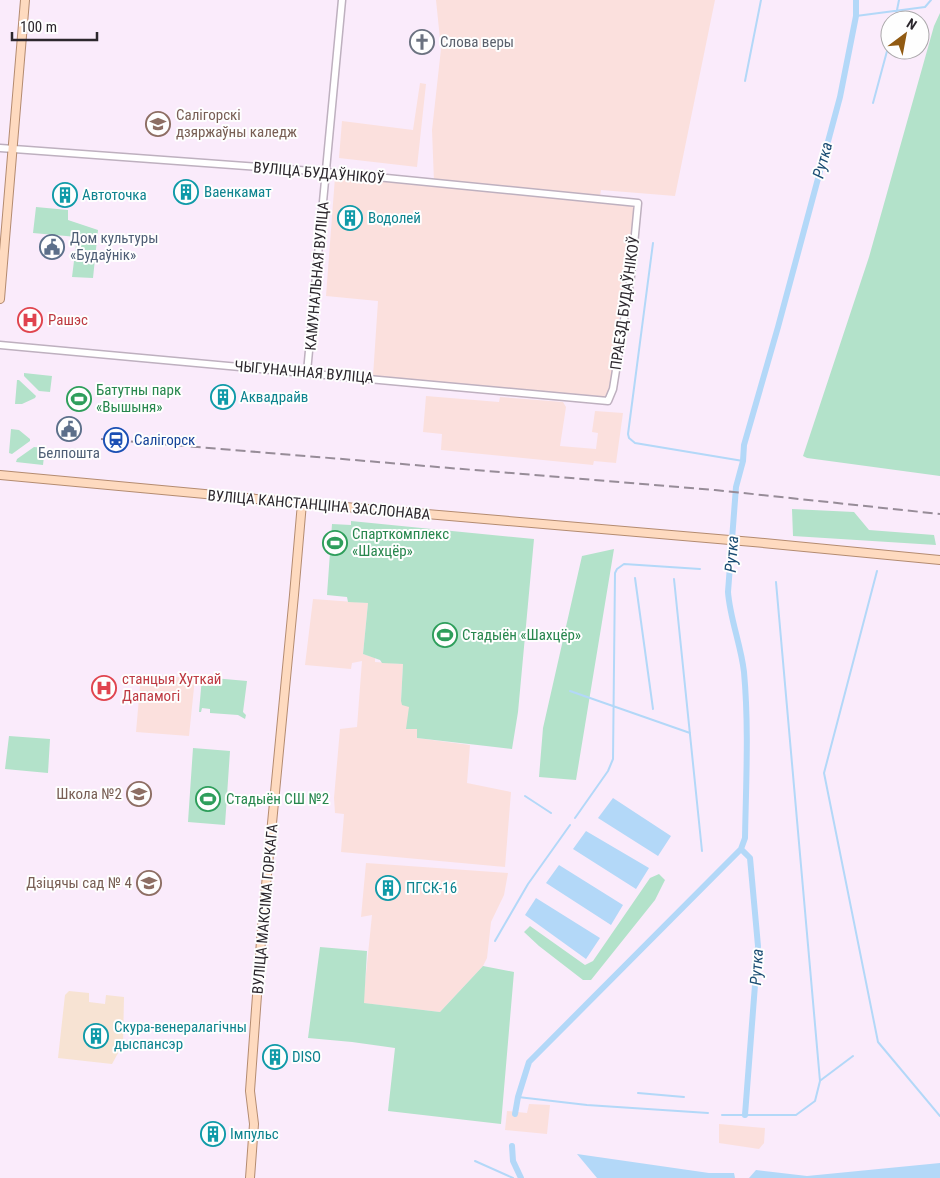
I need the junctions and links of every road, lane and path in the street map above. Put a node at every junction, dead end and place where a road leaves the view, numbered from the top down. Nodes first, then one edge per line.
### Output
1 (25, 0) edge
2 (342, 0) edge
3 (0, 148) edge
4 (13, 149) junction
5 (326, 172) junction
6 (638, 203) joint
7 (0, 299) edge
8 (0, 345) edge
9 (308, 372) junction
10 (608, 401) joint
11 (0, 475) edge
12 (302, 503) junction
13 (940, 560) edge
14 (250, 1178) edge

1 - 4 main road
2 - 5 street, КАМУНАЛЬНАЯ ВУЛІЦА
3 - 4 street, ВУЛІЦА БУДАЎНІКОЎ
4 - 5 street, ВУЛІЦА БУДАЎНІКОЎ
4 - 7 main road
5 - 6 street, ВУЛІЦА БУДАЎНІКОЎ
5 - 9 street, КАМУНАЛЬНАЯ ВУЛІЦА
6 - 10 street, ПРАЕЗД БУДАЎНІКОЎ
8 - 9 street, ЧЫГУНАЧНАЯ ВУЛІЦА
9 - 10 street, ЧЫГУНАЧНАЯ ВУЛІЦА
11 - 12 main road, ВУЛІЦА КАНСТАНЦІНА ЗАСЛОНАВА
12 - 13 main road, ВУЛІЦА КАНСТАНЦІНА ЗАСЛОНАВА
12 - 14 main road, ВУЛІЦА МАКСІМА ГОРКАГА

━━━━━━━━━━━━━━━━━━━━━━━━━━━━━━

▶ TO DO
Without the pictures, copy all of the entries exactly as they appear.

▶ SOLUTION TO THE PROBLEM
I need the junctions and links of every road, lane and path in the street map above. Put a node at every junction, dead end and place where a road leaves the view, numbered from the top down. Nodes first, then one edge per line.
### Output
1 (25, 0) edge
2 (342, 0) edge
3 (0, 148) edge
4 (13, 149) junction
5 (326, 172) junction
6 (638, 203) joint
7 (0, 299) edge
8 (0, 345) edge
9 (308, 372) junction
10 (608, 401) joint
11 (0, 475) edge
12 (302, 503) junction
13 (940, 560) edge
14 (250, 1178) edge

1 - 4 main road
2 - 5 street, КАМУНАЛЬНАЯ ВУЛІЦА
3 - 4 street, ВУЛІЦА БУДАЎНІКОЎ
4 - 5 street, ВУЛІЦА БУДАЎНІКОЎ
4 - 7 main road
5 - 6 street, ВУЛІЦА БУДАЎНІКОЎ
5 - 9 street, КАМУНАЛЬНАЯ ВУЛІЦА
6 - 10 street, ПРАЕЗД БУДАЎНІКОЎ
8 - 9 street, ЧЫГУНАЧНАЯ ВУЛІЦА
9 - 10 street, ЧЫГУНАЧНАЯ ВУЛІЦА
11 - 12 main road, ВУЛІЦА КАНСТАНЦІНА ЗАСЛОНАВА
12 - 13 main road, ВУЛІЦА КАНСТАНЦІНА ЗАСЛОНАВА
12 - 14 main road, ВУЛІЦА МАКСІМА ГОРКАГА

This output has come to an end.